54. Ancak tüketilmesi gereken başvuru yollarının ulaşılabilir olması yanında telafi kabiliyetini haiz ve tüketildiklerinde de başvurucuya, şikâyetlerini gidermede makul başarı şansı tanımaları gerekir. Dolayısıyla mevzuatta bu yollara yer verilmesi tek başına yeterli olmayıp uygulamada da etkili olduklarının gösterilmesi ya da en azından etkili olmadıklarının kanıtlanmamış olması gerekir (Ramazan Aras, B. No: 2012/239, 2/7/2013, § 29)
55. Somut olayda Gaziantep 3. Ağır Ceza Mahkemesinin 2/4/2012 tarihli kararı ile başvurucunun mahkûmiyetine karar verilmiş ve karar, Yargıtay 10. Ceza Dairesinin 28/3/2013 tarihli bozma ilamı ile görev yönünden bozulmuştur. Mahkeme, bunun üzerine tensip incelemesi sonucunda 22/4/2013 tarihinde görevsizlik kararı vererek dosyayı Adana 8. Ağır Ceza Mahkemesine göndermiş; kanun değişikliği nedeniyle tekrar iade edilen davada 25/12/2014 tarihinde nihai kararını vermiştir. Dava, başvuru tarihi itibarıyla ilk derece mahkemesi olarak Adana 8. Ağır Ceza Mahkemesinde derdest olup Anayasa Mahkemesince inceleme yapıldığı tarih itibarıyla da temyiz aşamasındadır. Başvurucu, yargılama süreci içinde Gaziantep 3. Ağır Ceza Mahkemesinin Yargıtay bozma ilamına dayanarak verdiği 22/4/2013 tarihli görevsizlik kararının duruşma açılmaksızın ve Yargıtay bozma ilamı kendisine tebliğ edilmeksizin verildiğinden ve bu şekilde kanuni haklarının kısıtlandığından bahisle ilk derece mahkemelerinde hakkındaki yargılama devam ederken Anayasa Mahkemesine bireysel başvuruda bulunmuştur. Başvurucunun, hakkındaki yargılama sürecinde yapılan uygulamalar nedeniyle adil yargılanma hakkının ihlal edildiği iddiasına ilişkin şikâyetlerini ilk derece mahkemelerinde devam eden yargılama süreçlerinde ve sonrasında temyiz aşamasında ileri sürebilme ve ileri sürmüş ise bu şikâyetlerin bu aşamalarda incelenme imkânı bulunmaktadır. Bu çerçevede başvurucu tarafından derece mahkemelerinin, hakkındaki yargılama ve temyiz süreçleri beklenmeden yargılama sürecindeki adil yargılanma hakkı ihlali şikâyetlerinin bireysel başvuruya konu edildiği görülmüştür.
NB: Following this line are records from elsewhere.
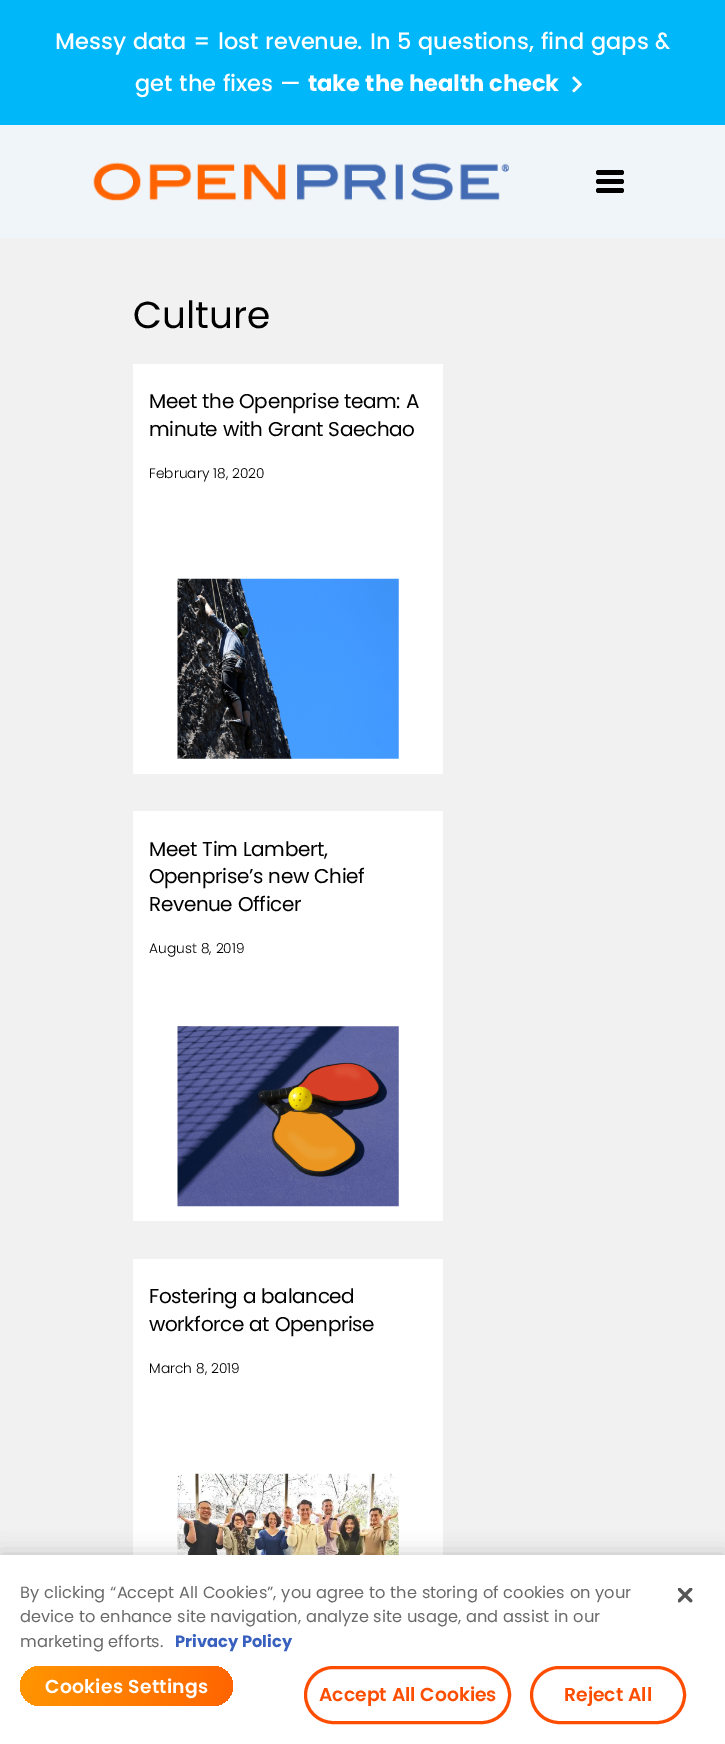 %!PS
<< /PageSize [725 1744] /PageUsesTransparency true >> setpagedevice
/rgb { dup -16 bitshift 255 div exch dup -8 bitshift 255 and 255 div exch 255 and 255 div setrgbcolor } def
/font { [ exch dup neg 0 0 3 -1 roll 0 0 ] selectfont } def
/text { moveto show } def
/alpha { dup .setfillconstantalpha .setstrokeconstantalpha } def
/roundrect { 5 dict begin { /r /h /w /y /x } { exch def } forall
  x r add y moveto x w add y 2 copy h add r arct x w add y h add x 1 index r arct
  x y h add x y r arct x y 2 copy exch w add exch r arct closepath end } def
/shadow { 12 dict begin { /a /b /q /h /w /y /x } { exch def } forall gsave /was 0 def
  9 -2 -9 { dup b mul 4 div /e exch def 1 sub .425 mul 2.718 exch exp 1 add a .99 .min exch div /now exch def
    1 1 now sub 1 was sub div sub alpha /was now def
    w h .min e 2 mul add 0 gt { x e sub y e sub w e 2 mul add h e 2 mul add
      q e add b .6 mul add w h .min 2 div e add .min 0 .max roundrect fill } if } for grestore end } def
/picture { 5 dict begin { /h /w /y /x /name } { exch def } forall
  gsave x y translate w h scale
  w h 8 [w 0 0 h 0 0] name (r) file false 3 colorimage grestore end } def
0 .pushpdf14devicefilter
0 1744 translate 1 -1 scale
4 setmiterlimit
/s1 { /Poppins-Medium 22.5 font 16#FFFFFF rgb } def
/s2 { /Poppins-Bold 22.5 font 16#FFFFFF rgb } def
/s3 { /Poppins-Regular 37.5 font 16#000000 rgb } def
/s4 { /Poppins-Light 13.75 font 16#000000 rgb } def
/s5 { /Poppins-Regular 16.25 font 16#696969 rgb } def
/s6 { /Poppins-Bold 16.25 font 16#3860BE rgb } def
/s7 { /Poppins-SemiBold 18.75 font 16#FD4D00 rgb } def
16#F1F1F2 rgb
0 0 725 1744 rectfill
16#00B8F9 rgb
0 0 725 125 rectfill
s1
(Messy data = lost revenue. In 5 questions, find gaps &) 55 49 text
(get the fixes —) 135 91 text
s2
(take the health check) 308 91 text
(pic1.raw) 572 76 10 17 picture
16#F0F5FA rgb
0 125 725 113 rectfill
(pic2.raw) 93 162 416 39 picture
16#000000 rgb
596 179 28 5 2.5 roundrect fill
596 170 28 5 2.5 roundrect fill
596 188 28 5 2.5 roundrect fill
s3
(Culture) 133 328 text
16#FFFFFF rgb
133 364 310 410 rectfill
/Poppins-Regular 20 font
16#000000 rgb
149 408 moveto -0.4 0 (Meet the Openprise team: A) ashow
149 436 moveto -0.4 0 (minute with Grant Saechao) ashow
s4
(February 18, 2020) 149 478 text
(pic3.raw) 177 578 222 181 picture
16#FFFFFF rgb
133 811 310 410 rectfill
/Poppins-Regular 20 font
16#000000 rgb
149 856 moveto -0.4 0 (Meet Tim Lambert,) ashow
149 883 moveto -0.4 0 (Openprise’s new Chief) ashow
149 911 moveto -0.4 0 (Revenue Officer) ashow
s4
(August 8, 2019) 149 953 text
(pic4.raw) 177 1026 222 181 picture
16#FFFFFF rgb
133 1259 310 296 rectfill
/Poppins-Regular 20 font
16#000000 rgb
149 1303 moveto -0.4 0 (Fostering a balanced) ashow
149 1331 moveto -0.4 0 (workforce at Openprise) ashow
s4
(March 8, 2019) 149 1373 text
(pic5.raw) 177 1473 222 82 picture
0 1555 725 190 0 11 0.2 shadow
16#FFFFFF rgb
0 1555 725 189 rectfill
s5
(By clicking “Accept All Cookies”, you agree to the storing of cookies on your) 20 1598 text
(device to enhance site navigation, analyze site usage, and assist in our) 20 1622 text
(marketing efforts.) 20 1647 text
s6
(Privacy Policy) 175 1647 text
gsave 20 1666 213 40 20 roundrect clip newpath
<< /ShadingType 2 /ColorSpace /DeviceRGB /Coords [21 1664 232 1709] /Extend [true true] /Function << /FunctionType 2 /Domain [0 1] /C0 [1 0.588 0] /C1 [1 0.392 0] /N 1 >> >> shfill grestore
/Poppins-SemiBold 18.75 font
16#FFFFFF rgb
45 1693 moveto 0.25 0 (Cookies Settings) ashow
16#FD4D00 rgb
3 setlinewidth
305.5 1667.5 204 55 27.5 roundrect stroke
(Accept All Cookies) 319 1701 text
531.5 1667.5 153 55 27.5 roundrect stroke
(Reject All) 564 1701 text
(pic6.raw) 678 1588 15 15 picture
.poppdf14devicefilter showpage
56. Açıklanan nedenlerle ilk derece mahkemeleri ve temyiz mercileri önünde usulüne uygun olarak devam eden başvuru yollarının tüketilmeden temel hak ve özgürlüklerin ihlal edildiği iddiasının bireysel başvuru konusu yapıldığı anlaşıldığından başvurunun bu kısmının başvuru yollarının tüketilmemesi nedeniyle kabul edilemez olduğuna karar verilmesi gerekir.
V. HÜKÜM
Açıklanan gerekçelerle;
A. 1. Kişi hürriyeti ve güvenliği hakkının ihlal edildiğine ilişkin iddianın açıkça dayanaktan yoksun olması,
2. Adil yargılanma hakkının ihlal edildiğine ilişkin iddianın başvuru yollarının tüketilmemesi nedenleriyle KABUL EDİLEMEZ OLDUĞUNA,
B. Yargılama giderlerinin başvurucu üzerinde bırakılmasına
1/12/2015 tarihinde OYBİRLİĞİYLE karar verildi.